Societal changes may be affecting the success of marriages in Virginia and throughout the country. Many spouses that married in the 1990s and early 2000s are struggling to find balance between their career, marriage and children. This is something that women began dealing with when they entered the workforce en mass during the 1970s. The potential conflict between these three items can sometimes end in divorce.

After the influx of women in the workplace several decades ago and the settling of society that took place afterwards, many men are finding themselves in the position of stay-at-home dad.

Consider two career-driven, romantically involved individuals living together. Now add two children into the mix. If both individuals are working towards individual career goals and two children are suddenly apparent, who is going to take care of them? It is often in these situations that one parent compromises their career for the benefit of the family and elects to become the primary parent while the other becomes the primary breadwinner.

Adjusting to this and rediscovering equilibrium can be tough for either spouse. The spouse that has become the primary breadwinner may feel pressure from his or her family to work hard and often in an attempt to maintain the lifestyle that was held when both parents were working. On the other side, the spouse that has become the primary parent may feel like the working parent is not spending enough time with the children. Similar resentment may be felt by the working spouse.

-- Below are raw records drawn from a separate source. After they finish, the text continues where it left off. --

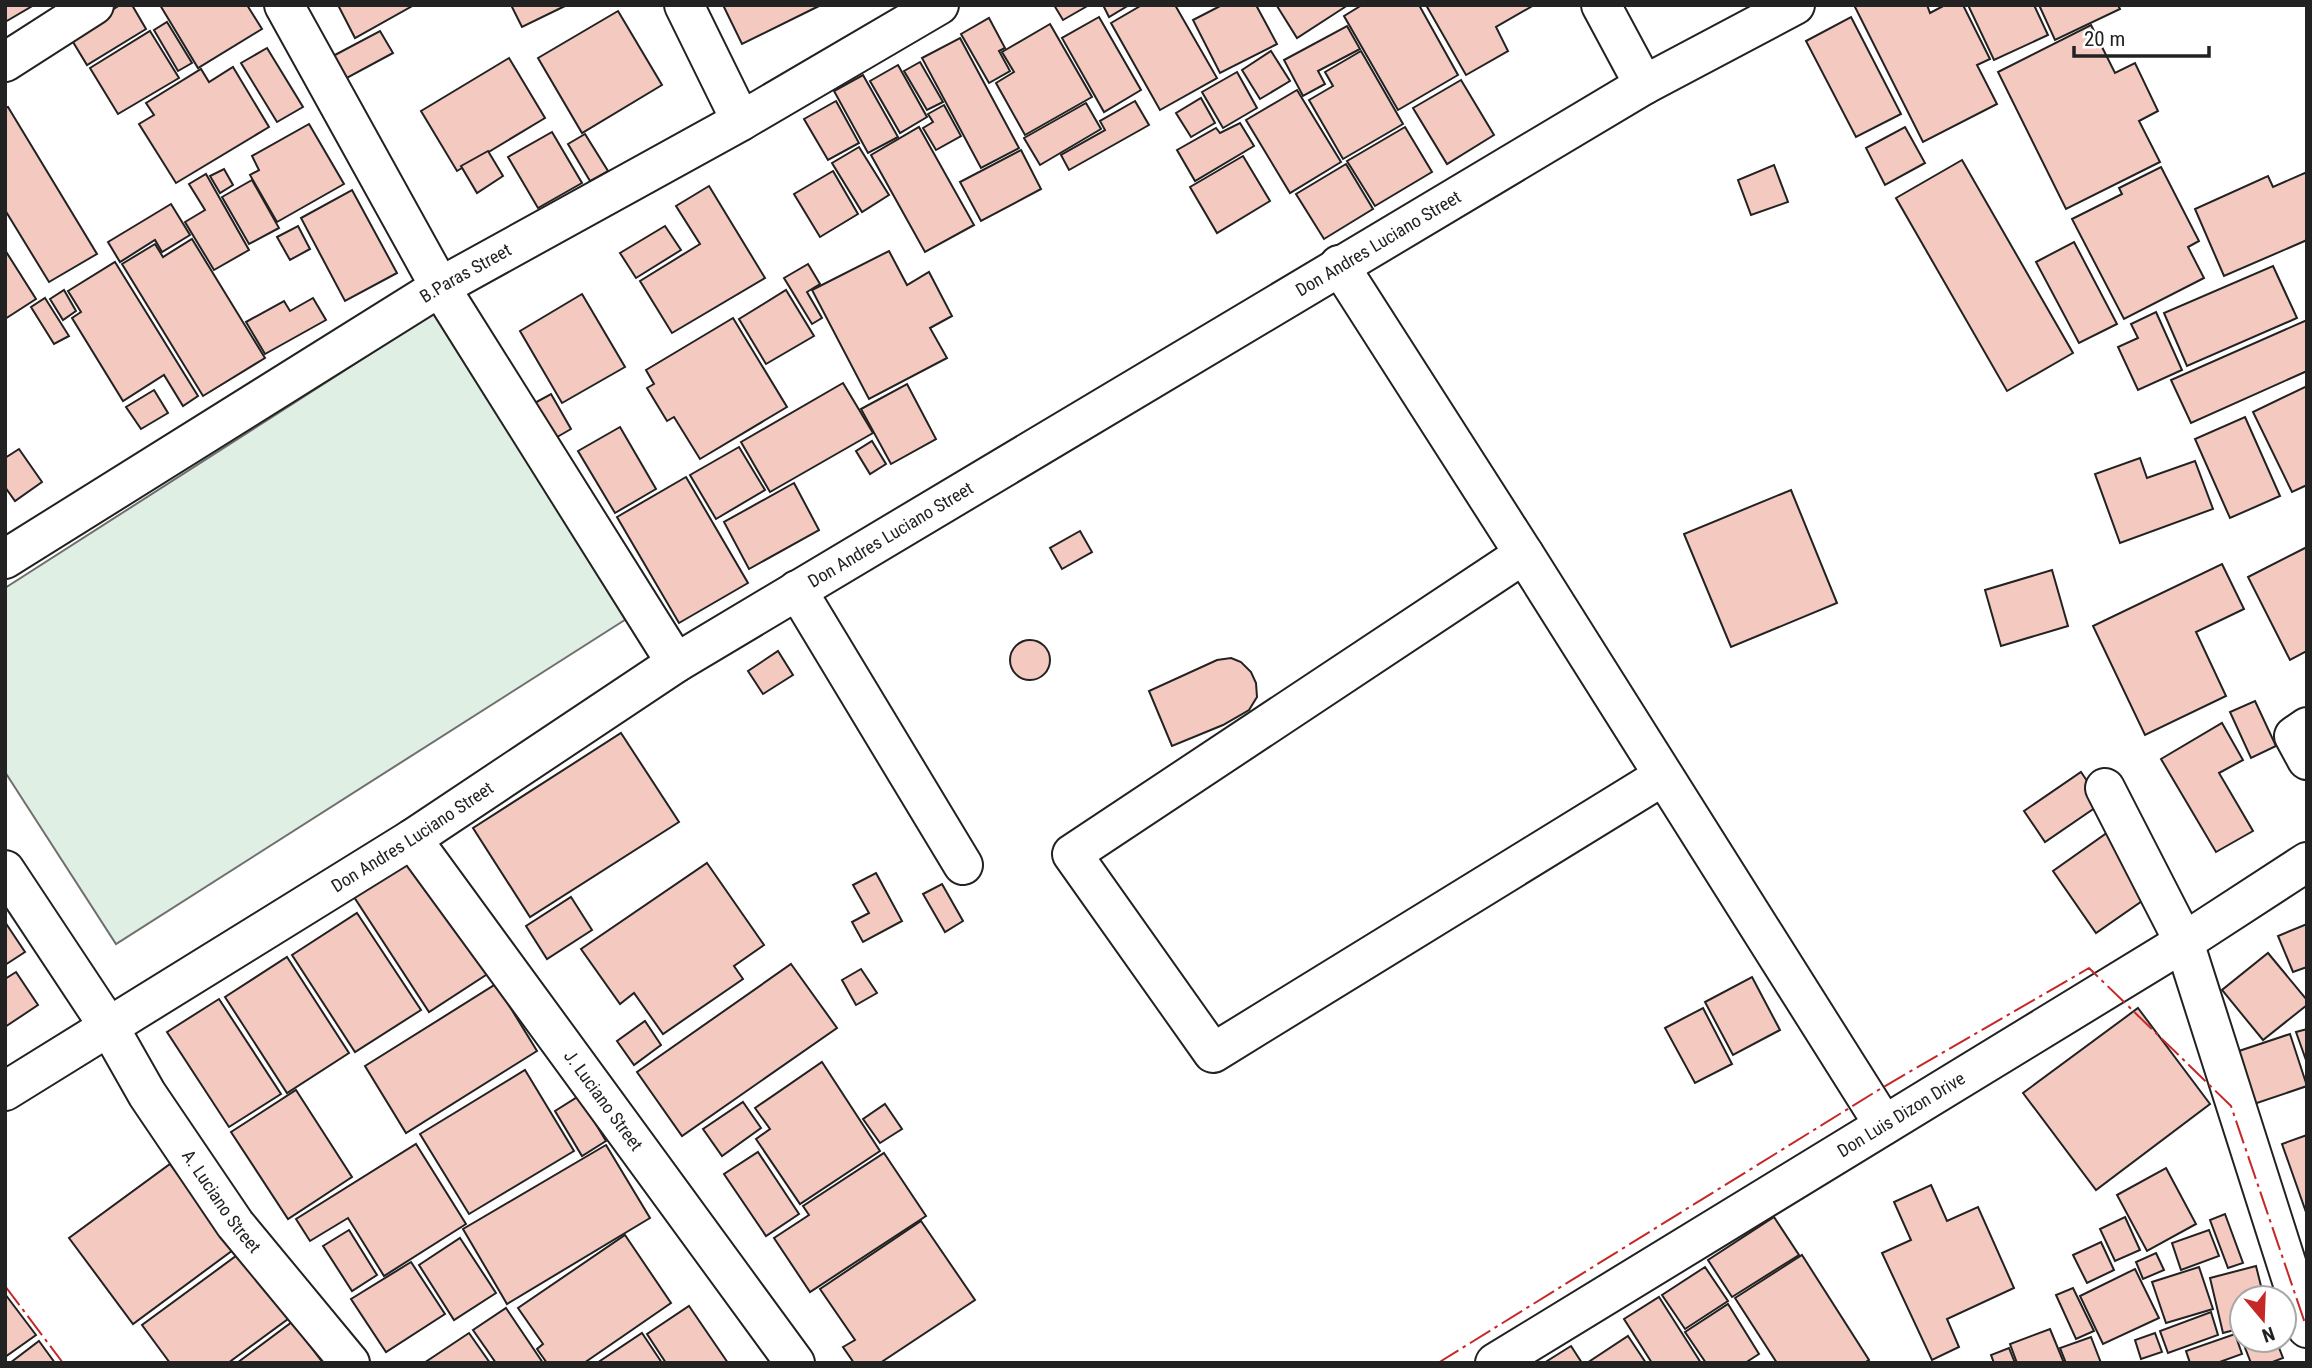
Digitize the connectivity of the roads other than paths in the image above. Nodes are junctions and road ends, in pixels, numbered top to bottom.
1 (94, 5) edge
2 (285, 5) edge
3 (684, 5) edge
4 (939, 5) edge
5 (1601, 5) edge
6 (1795, 5) edge
7 (5, 62) edge
8 (1644, 85) junction
9 (741, 121) junction
10 (1339, 265) junction
11 (440, 287) junction
12 (1524, 554) junction
13 (5, 559) edge
14 (797, 590) junction
15 (676, 663) junction
16 (2307, 727) edge
17 (2307, 760) edge
18 (1663, 776) junction
19 (2105, 788) dead end
20 (412, 839) junction
21 (2307, 862) edge
22 (963, 865) dead end
23 (5, 870) edge
24 (2184, 942) junction
25 (109, 1027) junction
26 (5, 1091) edge
27 (1884, 1125) junction
28 (2307, 1328) edge
29 (350, 1363) edge
30 (795, 1363) edge
31 (1494, 1363) edge

1 - 7 street
2 - 11 street
3 - 9 street
4 - 9 street, B.Paras Street
5 - 8 street
6 - 8 street, Don Andres Luciano Street
8 - 10 street, Don Andres Luciano Street
9 - 11 street, B.Paras Street
10 - 12 street
10 - 14 street, Don Andres Luciano Street
11 - 13 street, B.Paras Street
11 - 15 street
12 - 18 street
12 - 18 street
14 - 15 street, Don Andres Luciano Street
14 - 22 street
15 - 20 street, Don Andres Luciano Street
16 - 17 street
18 - 27 street
19 - 24 street
20 - 25 street, Don Andres Luciano Street
20 - 30 street, J. Luciano Street
21 - 24 street, Don Luis Dizon Drive
23 - 25 street, A. Luciano Street
24 - 27 street, Don Luis Dizon Drive
24 - 28 street
25 - 26 street, Don Andres Luciano Street
25 - 29 street, A. Luciano Street
27 - 31 street, Don Luis Dizon Drive

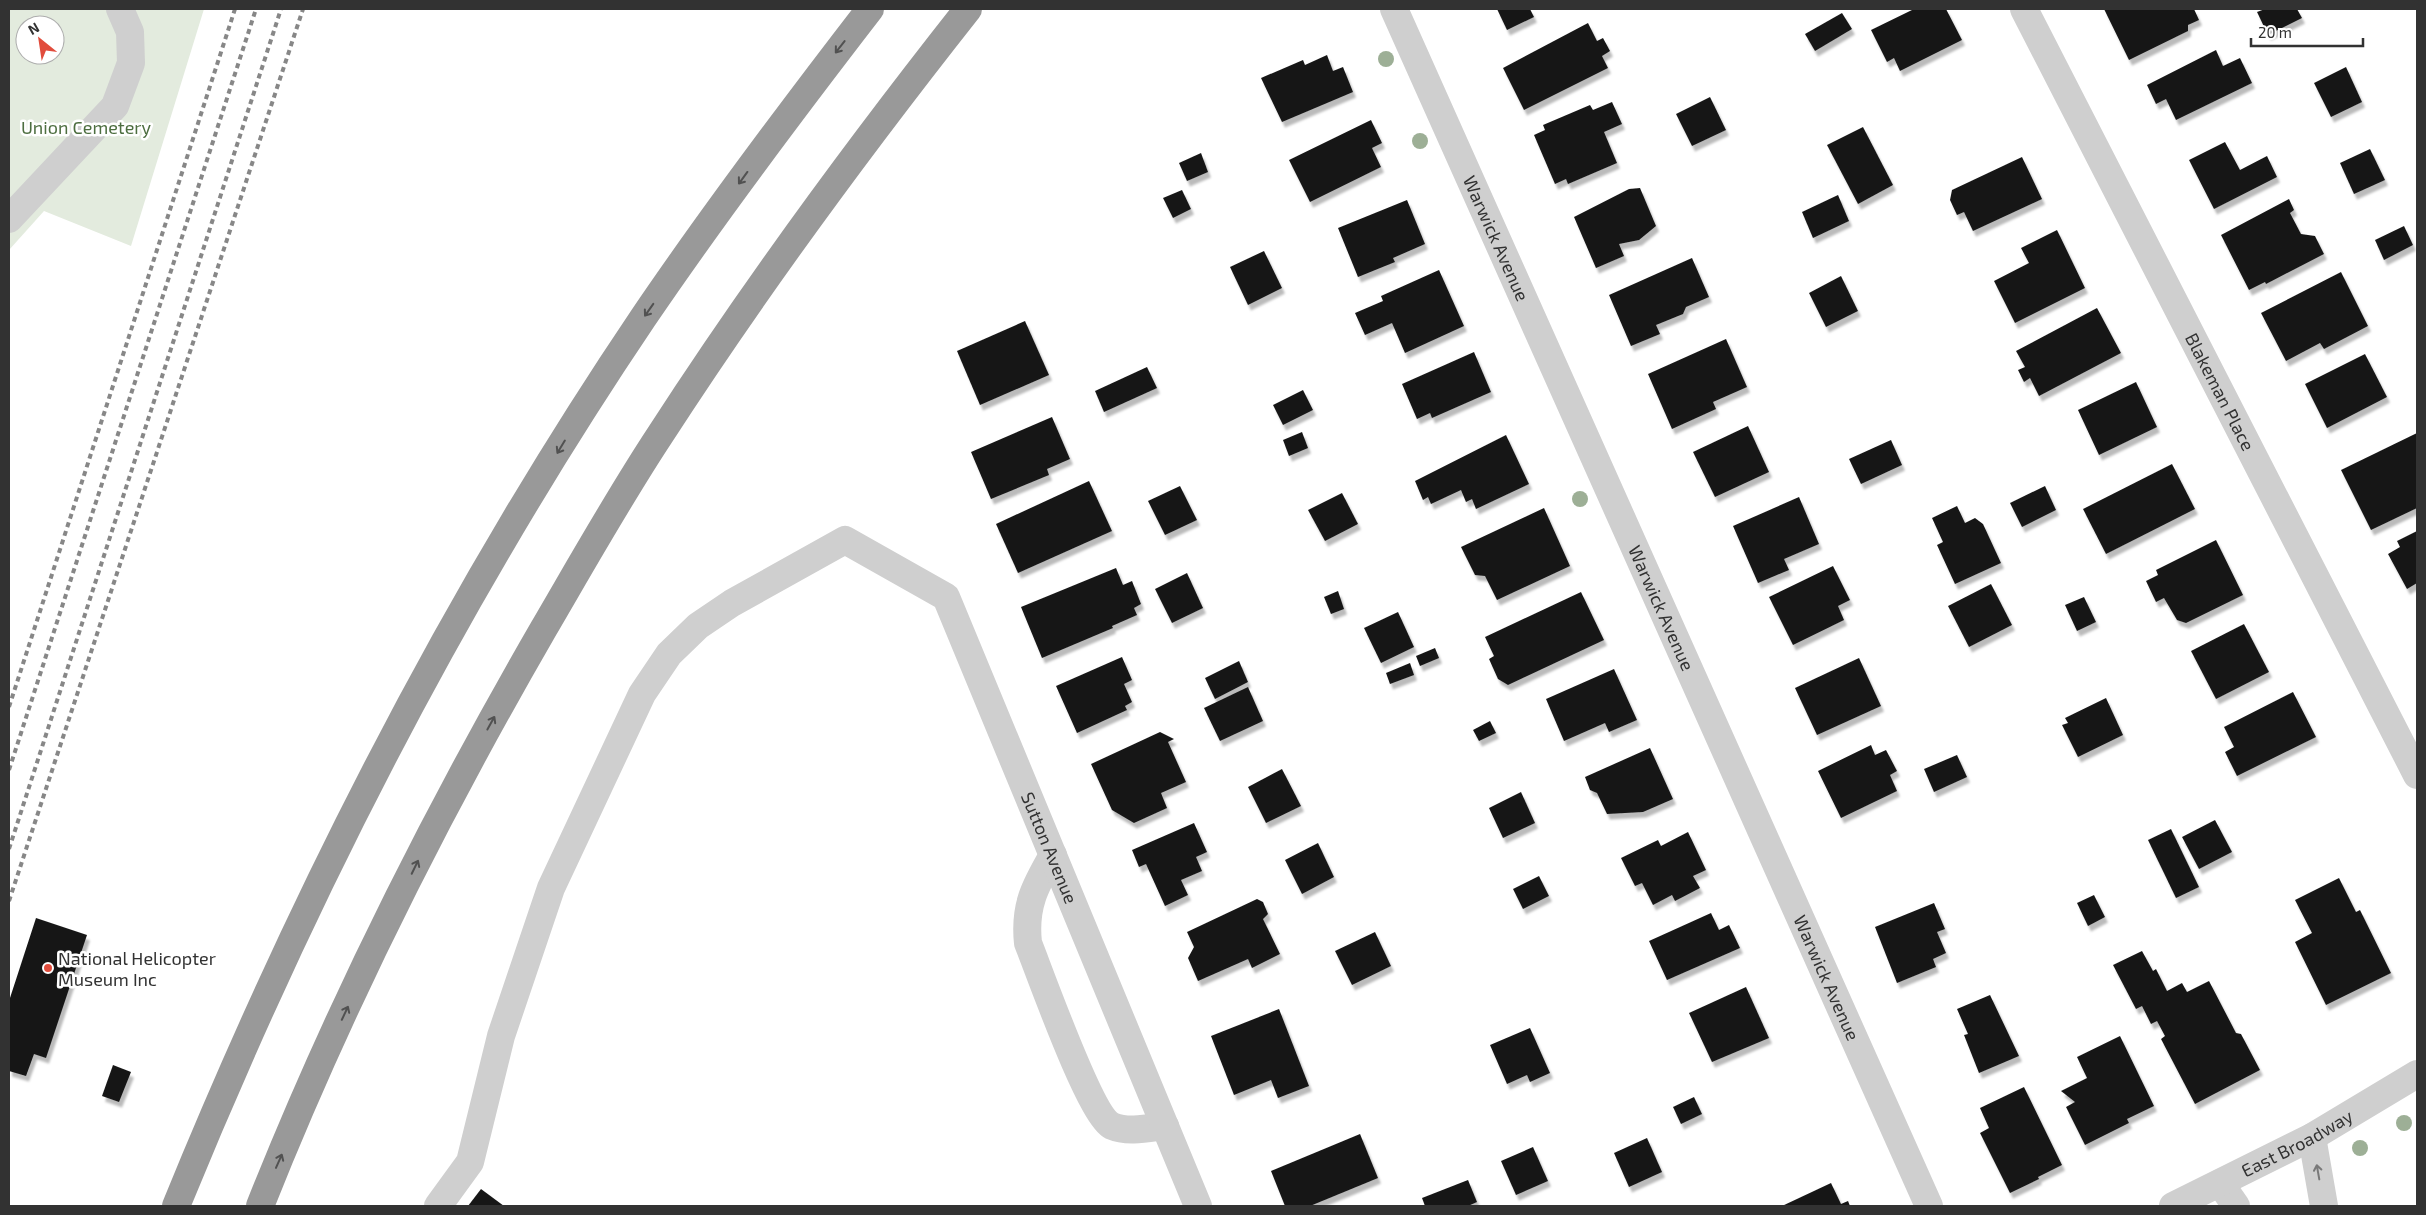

For example, a couple that married in their 20s lasted until their 30s without children. When the children were born, one of the parents elected to stay home with them. The working parent soon began wondering how to approach domestic responsibilities. He did not want to make his wife feel like he was making her perform some antifeminist task such as washing the dishes but they needed to be done.

Eventually, the couple divorced and now shares joint custody of their teenage children.